¿Cuál es la mejor manera de calcular la diversidad biológica de las muestras de las tablas de OTU bacterianas/virales?

Tengo algunas tablas OTU grandes de conjuntos de datos bacterianos y virales. Las muestras son a través de diferentes sitios y tiempos.

Me gustaría visualizar la 'diversidad' de la comunidad a lo largo de los tiempos para los que tengo datos. Por ejemplo, sería interesante ver si la diversidad de la comunidad alcanza su punto máximo en los meses de verano y cae en los meses de invierno, en un patrón repetitivo. 

No he encontrado muchos consejos o literatura que analicen la diversidad para grandes conjuntos de datos de OTU. Teniendo en cuenta que las OTU son esencialmente arbitrarias y que hay miles de ellas, ¿cuál es la mejor manera de calcular y visualizar la diversidad de cada muestra?

Con el paquete vegano en R, es bastante fácil calcular el índice de diversidad de Shannon/Simpsons para una tabla OTU. ¿Puede simplemente usar esto en una tabla 'en bruto' de OTU?

Creo que no hay mejor manera. Esos índices son diferentes definiciones de diversidad. No creo que haya habido mucha discusión sobre si uno es de mayor interés, por ejemplo, con fines de conservación o lo que sea. ¡Creo que tendrás que elegir uno que te guste! El hecho de que OTU sea un concepto de agrupación bastante arbitrario no cambiará mucho la discusión. Tenga en cuenta que hay muchos otros índices de diversidad (eche un vistazo a esta respuesta para obtener una lista de medidas de diversidad)
Sin embargo, no sé mucho sobre este tema y podría valer la pena echarle un vistazo al libro Medición de la diversidad biológica de Magurran.

Respuestas (2)

Estoy de acuerdo en su mayoría con la respuesta de @ Nathan, y en particular con las referencias que proporcionó.

Como Shannon& Simpsonlos índices pueden ser difíciles de interpretar y pueden no ser intuitivos, prefiero usar Hilldiversidades como lo sugiere Nathan (las referencias de Jost 2006 y 2007 son excelentes para leer sobre esto). El argumento principal es que las diversidades de Hill dan un número efectivo de especies que son comparables entre muestras y siguen el principio de duplicación.

Las diversidades de colinas se basan en una fórmula unificada (consulte este artículo de wikipedia ) con un parámetro, q. Los valores crecientes de qcorresponden a la ponderación creciente de la abundancia de taxones en el cálculo de la diversidad:

  • Dwith q=0no tiene en cuenta la abundancia de taxones, sino solo el número de taxones, orichness
  • Dwith q=1no está definido, pero se aproxima asintóticamente por e^Hdonde Hes la entropía de Shannon. D_q1es el número efectivo de especies con pesos de abundancia.
  • Dcon q=2corresponde al Inverse Simpsoníndice ( 1/D_Simpson). D_q2pesa taxones más abundantes incluso con más fuerza.
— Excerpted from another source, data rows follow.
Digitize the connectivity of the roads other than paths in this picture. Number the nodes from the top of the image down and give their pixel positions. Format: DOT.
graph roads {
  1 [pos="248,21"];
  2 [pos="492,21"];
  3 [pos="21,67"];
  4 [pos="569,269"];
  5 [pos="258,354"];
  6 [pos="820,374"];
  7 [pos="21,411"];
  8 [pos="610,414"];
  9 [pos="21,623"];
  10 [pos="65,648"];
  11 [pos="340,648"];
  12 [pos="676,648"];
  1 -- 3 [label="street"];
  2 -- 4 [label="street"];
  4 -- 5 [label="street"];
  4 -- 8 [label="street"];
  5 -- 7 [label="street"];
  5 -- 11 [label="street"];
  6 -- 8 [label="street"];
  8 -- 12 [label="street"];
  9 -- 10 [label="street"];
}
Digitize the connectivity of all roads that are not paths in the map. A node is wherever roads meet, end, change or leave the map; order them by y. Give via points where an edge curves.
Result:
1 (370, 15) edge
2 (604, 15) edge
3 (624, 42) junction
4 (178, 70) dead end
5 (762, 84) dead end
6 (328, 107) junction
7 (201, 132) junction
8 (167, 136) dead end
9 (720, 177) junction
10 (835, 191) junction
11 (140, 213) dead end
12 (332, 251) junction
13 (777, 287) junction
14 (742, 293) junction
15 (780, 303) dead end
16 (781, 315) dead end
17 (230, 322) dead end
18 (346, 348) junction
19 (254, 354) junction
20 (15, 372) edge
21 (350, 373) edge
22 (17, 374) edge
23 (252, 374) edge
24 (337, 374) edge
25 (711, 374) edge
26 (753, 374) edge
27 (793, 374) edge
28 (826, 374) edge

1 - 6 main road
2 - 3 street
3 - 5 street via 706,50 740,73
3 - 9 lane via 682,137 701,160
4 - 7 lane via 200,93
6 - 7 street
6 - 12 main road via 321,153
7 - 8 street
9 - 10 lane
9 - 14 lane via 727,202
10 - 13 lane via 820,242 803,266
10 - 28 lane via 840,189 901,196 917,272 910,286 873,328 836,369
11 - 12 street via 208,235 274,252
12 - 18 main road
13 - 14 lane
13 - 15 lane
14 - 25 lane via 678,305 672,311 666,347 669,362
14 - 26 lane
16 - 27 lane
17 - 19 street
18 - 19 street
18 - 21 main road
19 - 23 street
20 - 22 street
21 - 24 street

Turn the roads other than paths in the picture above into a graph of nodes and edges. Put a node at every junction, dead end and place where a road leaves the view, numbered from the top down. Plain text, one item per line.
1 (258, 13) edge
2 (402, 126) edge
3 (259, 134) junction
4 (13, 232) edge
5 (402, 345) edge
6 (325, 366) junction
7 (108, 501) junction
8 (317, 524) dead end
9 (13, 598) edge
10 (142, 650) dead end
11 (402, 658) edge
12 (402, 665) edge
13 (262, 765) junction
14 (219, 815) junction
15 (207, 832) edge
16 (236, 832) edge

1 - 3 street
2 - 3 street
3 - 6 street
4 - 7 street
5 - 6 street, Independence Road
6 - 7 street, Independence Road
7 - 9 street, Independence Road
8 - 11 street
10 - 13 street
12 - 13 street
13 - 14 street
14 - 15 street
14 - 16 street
Se puede elegir cualquier valor para q(con q=1el límite e^H), y comparar las estimaciones de diversidad para variar qpuede darle una idea de la muestra evenness. El ajuste q=∞da el Berger-Parker index(la fracción de individuos en la muestra que pertenecen a las especies más abundantes).

Es importante destacar que, para los análisis de alfa div en OTU (basadas en 16S/18S), siempre generaría curvas de rarefacción primero y luego generaría estimaciones de diversidad en un número común y enrarecido de lecturas por muestra.

Puede hacer la mayor parte de esto usando el paquete veganR. El phyloseqpaquete proporciona varias estimaciones de división alfa en un solo comando, pero ninguna diversidad de Hill. He escrito algunas funciones simples para realizar la rarefacción y calcular las diversidades de colinas (rarificadas o no) a partir de una matriz de tabla de recuento de OTU:

function.rarefaction.R

función.alfa_diversidad.R

El veganpaquete es adecuado para sus necesidades, pero es posible que necesite usar otros o codificar sus propias funciones.

Debido a los sesgos de secuenciación, no debe confiar en los recuentos "sin procesar" de sus OTU (a menos que tenga una buena razón para hacerlo; no estoy seguro de cómo se obtuvieron sus OTU). Más bien, puede considerar relativizar su matriz de sitio por especie. Puedes hacerlo usando la decostand()función.

Luego, puede usar las diversity()funciones para analizar la diversidad; pero también puede considerar buscar otros enfoques para evaluar la diversidad local, como enfoques basados ​​en muestras y rarefacción, equivalentes de especies y números de Hill ( Hill 1973 , Gotelli y Colwell 2001 , Jost 2006 , 2007 ). Los libros de Magurran y McGill (2011) y Legendre y Legendre (2012) son de gran ayuda.